- _THE TASK_
For the records that follow, say how many lines have the word "Catherine" in them. Write the number and nothing more.

- _DATA EXTRACTS_
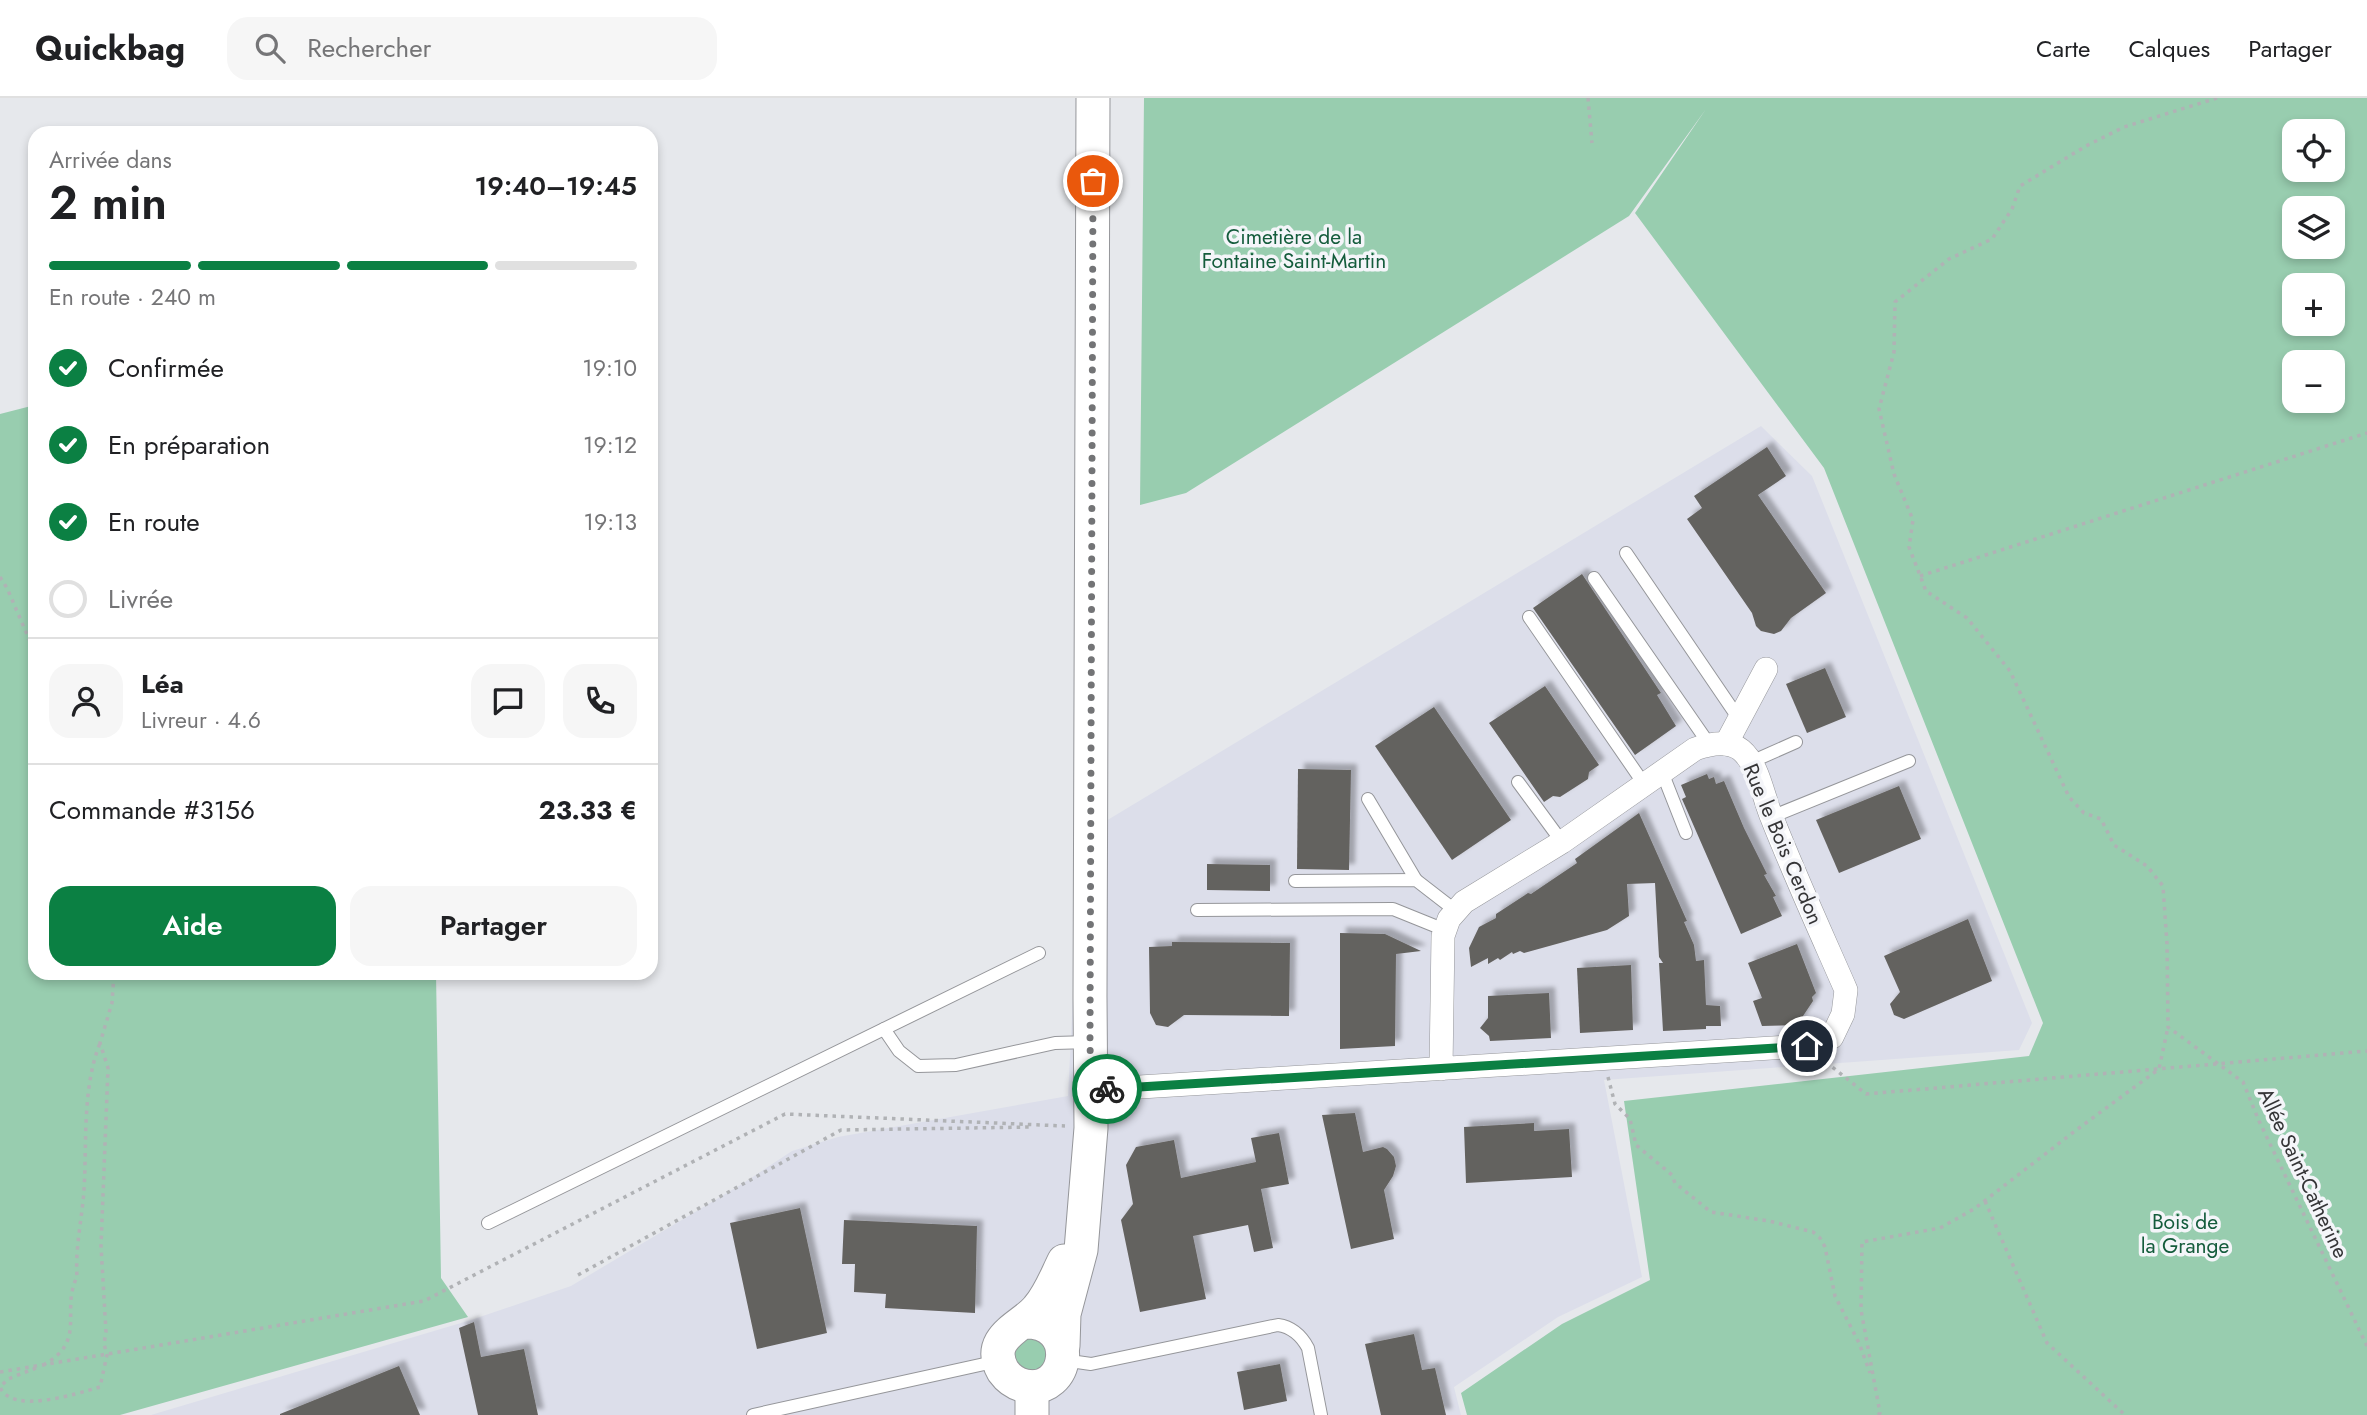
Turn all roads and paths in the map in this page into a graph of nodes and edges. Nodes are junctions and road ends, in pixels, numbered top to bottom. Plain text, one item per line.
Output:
1 (1093, 98) edge
2 (1588, 98) edge
3 (2217, 98) edge
4 (1592, 143) dead end
5 (2367, 433) edge
6 (1626, 553) dead end
7 (1920, 576) junction
8 (0, 577) edge
9 (1594, 579) dead end
10 (1529, 617) dead end
11 (28, 636) edge
12 (1766, 670) dead end
13 (1739, 719) junction
14 (1796, 742) dead end
15 (1717, 744) junction
16 (1909, 761) dead end
17 (1751, 762) junction
18 (1653, 778) junction
19 (1518, 782) dead end
20 (1368, 799) dead end
21 (1771, 817) junction
22 (1686, 833) dead end
23 (1562, 842) junction
24 (1416, 880) junction
25 (1295, 881) dead end
26 (1197, 910) dead end
27 (1450, 920) junction
28 (1039, 953) dead end
29 (114, 980) edge
30 (2168, 1027) junction
31 (884, 1028) junction
32 (1090, 1042) junction
33 (100, 1044) junction
34 (1807, 1046) junction
35 (2367, 1051) edge
36 (1605, 1060) junction
37 (2216, 1064) junction
38 (1441, 1069) junction
39 (2159, 1069) junction
40 (1091, 1090) junction
41 (1985, 1201) junction
42 (1082, 1220) junction
43 (488, 1223) dead end
44 (578, 1275) dead end
45 (1025, 1322) junction
46 (2367, 1346) edge
47 (1063, 1353) junction
48 (107, 1355) junction
49 (999, 1361) junction
50 (40, 1366) junction
51 (0, 1372) edge
52 (1874, 1385) junction
53 (1032, 1401) edge
54 (753, 1415) edge
55 (1321, 1415) edge
56 (1878, 1415) edge
57 (2125, 1415) edge

1 - 32 main road
2 - 4 path
3 - 7 path
5 - 7 path
6 - 13 lane
7 - 30 path
8 - 11 path
9 - 15 lane
10 - 18 lane
12 - 13 street
13 - 15 street
14 - 17 lane
15 - 17 street, Rue le Bois Cerdon
15 - 18 street
16 - 21 lane
17 - 21 street, Rue le Bois Cerdon
18 - 22 lane
18 - 23 street
19 - 23 lane
20 - 24 lane
21 - 34 street, Rue le Bois Cerdon
23 - 27 street
24 - 25 lane
24 - 27 lane
26 - 27 lane
27 - 38 street
28 - 31 lane
29 - 33 path
30 - 37 path, Allée Saint-Catherine
30 - 39 path
31 - 32 lane
31 - 43 lane
32 - 40 main road
33 - 48 path
33 - 50 path
34 - 36 street, Rue le Bois Cerdon
34 - 39 path
35 - 37 path
36 - 38 street, Rue le Bois Cerdon
36 - 52 path
37 - 39 path
37 - 46 path, Allée Saint-Catherine
38 - 40 street, Rue le Bois Cerdon
39 - 41 path
40 - 42 main road
41 - 52 path
41 - 57 path
42 - 45 main road
42 - 47 main road
44 - 48 path
45 - 47 main road
45 - 49 main road
47 - 53 main road
47 - 55 lane
48 - 50 path
48 - 50 path
49 - 53 main road
49 - 54 lane
50 - 51 path
52 - 56 path

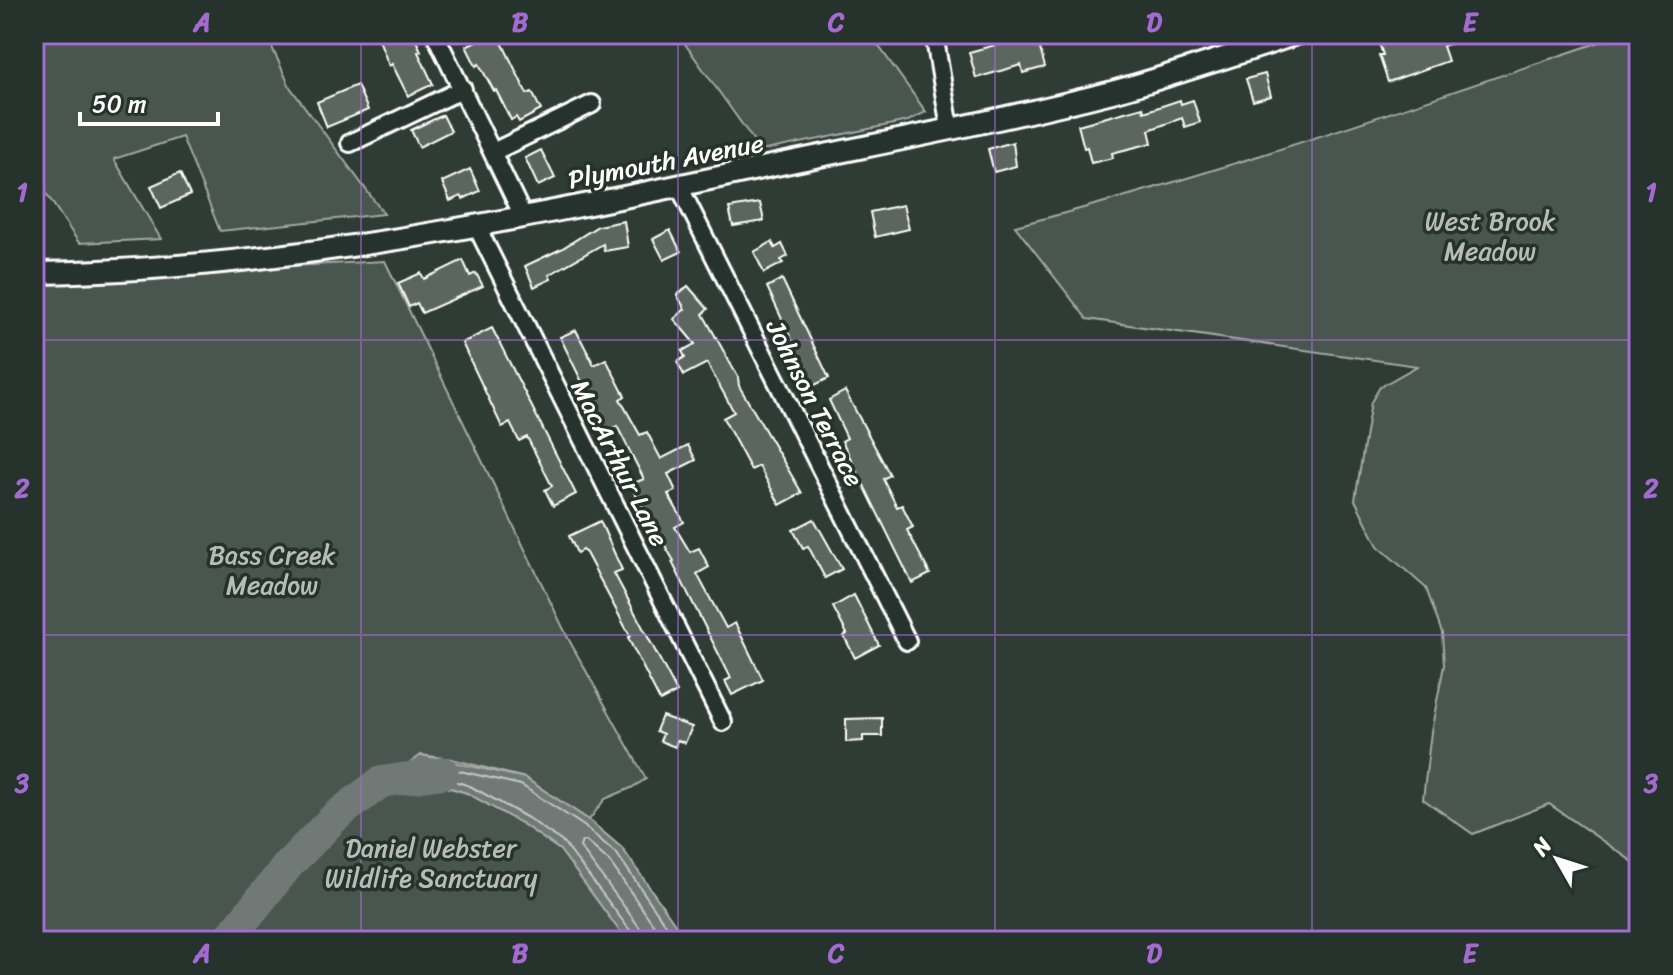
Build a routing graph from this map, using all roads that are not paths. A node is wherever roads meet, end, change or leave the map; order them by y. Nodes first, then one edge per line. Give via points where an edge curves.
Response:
1 (435, 34) edge
2 (934, 34) edge
3 (1297, 34) edge
4 (463, 89) junction
5 (592, 104) dead end
6 (950, 128) junction
7 (350, 143) dead end
8 (493, 152) junction
9 (679, 186) junction
10 (523, 216) junction
11 (476, 225) junction
12 (34, 273) edge
13 (907, 641) dead end
14 (723, 722) dead end

1 - 4 street
2 - 6 street
3 - 6 street, Plymouth Avenue via 1115,91
4 - 7 street
4 - 8 street
5 - 8 street
6 - 9 street, Plymouth Avenue
8 - 10 street
9 - 10 street, Plymouth Avenue
9 - 13 street, Johnson Terrace
10 - 11 street, Plymouth Avenue
11 - 12 street, Plymouth Avenue via 298,255
11 - 14 street, MacArthur Lane

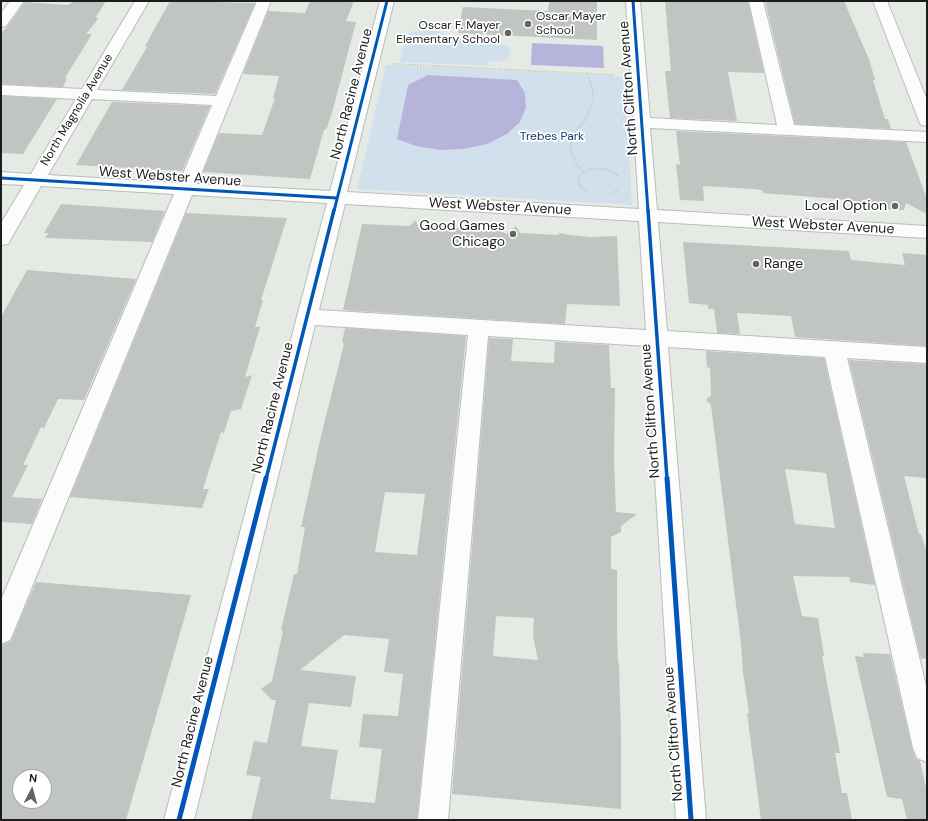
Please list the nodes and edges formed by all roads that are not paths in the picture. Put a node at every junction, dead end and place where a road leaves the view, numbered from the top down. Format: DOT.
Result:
graph roads {
  1 [pos="18,1"];
  2 [pos="142,1"];
  3 [pos="264,1"];
  4 [pos="387,1"];
  5 [pos="634,1"];
  6 [pos="756,1"];
  7 [pos="880,1"];
  8 [pos="1,23"];
  9 [pos="1,90"];
  10 [pos="87,94"];
  11 [pos="222,101"];
  12 [pos="927,121"];
  13 [pos="642,123"];
  14 [pos="787,130"];
  15 [pos="927,136"];
  16 [pos="1,178"];
  17 [pos="36,180"];
  18 [pos="186,189"];
  19 [pos="337,198"];
  20 [pos="648,216"];
  21 [pos="927,232"];
  22 [pos="1,239"];
  23 [pos="307,317"];
  24 [pos="479,328"];
  25 [pos="657,338"];
  26 [pos="834,349"];
  27 [pos="927,355"];
  28 [pos="1,631"];
  29 [pos="927,748"];
  30 [pos="179,820"];
  31 [pos="433,820"];
  32 [pos="691,820"];
  1 -- 8 [label="street"];
  2 -- 10 [label="street, North Magnolia Avenue"];
  3 -- 11 [label="street"];
  4 -- 19 [label="street, North Racine Avenue"];
  5 -- 13 [label="street, North Clifton Avenue"];
  6 -- 14 [label="street"];
  7 -- 12 [label="street"];
  9 -- 10 [label="street"];
  10 -- 11 [label="street"];
  10 -- 17 [label="street, North Magnolia Avenue"];
  11 -- 18 [label="street"];
  13 -- 14 [label="street"];
  13 -- 20 [label="street, North Clifton Avenue"];
  14 -- 15 [label="street"];
  16 -- 17 [label="street, West Webster Avenue"];
  17 -- 18 [label="street, West Webster Avenue"];
  17 -- 22 [label="street, North Magnolia Avenue"];
  18 -- 19 [label="street, West Webster Avenue"];
  18 -- 28 [label="street"];
  19 -- 20 [label="street, West Webster Avenue"];
  19 -- 23 [label="street, North Racine Avenue"];
  20 -- 21 [label="street, West Webster Avenue"];
  20 -- 25 [label="street, North Clifton Avenue"];
  23 -- 24 [label="street"];
  23 -- 30 [label="street, North Racine Avenue"];
  24 -- 25 [label="street"];
  24 -- 31 [label="street"];
  25 -- 26 [label="street"];
  25 -- 32 [label="street, North Clifton Avenue"];
  26 -- 27 [label="street"];
  26 -- 29 [label="street"];
}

- _YOUR RESPONSE_
2